Published: February 3, 2023 doi: 10.3791/64780


Translational surgical research models in swine are crucial for developing safe preclinical protocols. However, the success of the experimental surgeries does not solely rely on the research team's surgical skills; perioperative care and management procedures, like intubation, central venous line, and arterial line placement, are necessary and of the utmost importance for favorable experiment results. As it is uncommon for research teams to have anesthesiologists or any other staff other than the surgical team, the surgical team involved in translational research must acquire and/or develop the skills to perform the perioperative care. The purpose of this paper is to show the techniques of intubation, central venous catheter, and arterial line placement used and perfected at the Toronto Organ Preservation Laboratory over the last 10 years, to be used as a reference for future researchers joining either this team or any other lab performing translational research protocols in swine and/or abdominal transplantation.


Swine experimental models are often used in studying human diseases because of their similar anatomical and physiological properties.

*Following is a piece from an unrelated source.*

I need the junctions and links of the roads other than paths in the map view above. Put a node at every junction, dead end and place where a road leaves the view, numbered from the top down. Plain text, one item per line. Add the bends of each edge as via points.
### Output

These models are crucial in the development of safe pre-clinical protocols, but they are also subject to legal and ethical restrictions1. The use of swine for research must be done under the best possible conditions to avoid unnecessary loss of animals and suffering due to anesthesia complications unrelated to the research project.

Pre-operative techniques and skills such as intubation, central venous line placement, and arterial line placement are essential for achieving successful and reproducible results.

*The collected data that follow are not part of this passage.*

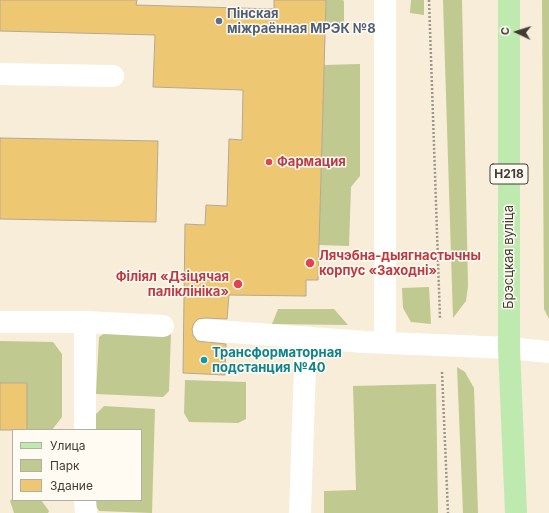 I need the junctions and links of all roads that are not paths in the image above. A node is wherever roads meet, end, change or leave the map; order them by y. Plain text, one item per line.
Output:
1 (385, 0) edge
2 (509, 0) edge
3 (0, 74) edge
4 (113, 76) dead end
5 (0, 322) edge
6 (85, 322) junction
7 (163, 326) dead end
8 (204, 330) dead end
9 (306, 337) junction
10 (385, 343) junction
11 (509, 348) junction
12 (549, 352) edge
13 (85, 429) edge
14 (86, 501) edge
15 (86, 513) edge
16 (300, 513) edge
17 (516, 513) edge

1 - 10 lane
2 - 11 main road, Брэсцкая вуліца / Н218
3 - 4 lane
5 - 6 lane
6 - 7 lane
6 - 13 lane
8 - 9 lane
9 - 10 lane
9 - 16 lane
10 - 11 lane
11 - 12 lane
11 - 17 main road, Брэсцкая вуліца / Н218
14 - 15 lane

Every animal undergoing general anesthesia for a surgical procedure must be intubated to maintain an open airway, allowing assisted ventilation and avoiding broncho aspiration2. The most common positions for intubation in swine are dorsal, lateral, and sternal recumbency3,4. Sternal recumbency tends to be easier for personnel trained in human intubation3, which is the case at this research facility.

Good vascular access is essential for the administration of fluids, medications, and sampling during and after surgery. The use of vasopressors is common during abdominal transplant surgeries due to the hemodynamic instability resulting from the ischemia-reperfusion injury. Infusing vasopressors through a peripheral line can cause local tissue injury due to the vasoconstrictive effects5. A central venous line placement allows for infusing large amounts of fluids and vasoppresors. We prefer a guidewire-assisted percutaneous technique for central line placement since it minimizes damage to the soft tissue and vessels6.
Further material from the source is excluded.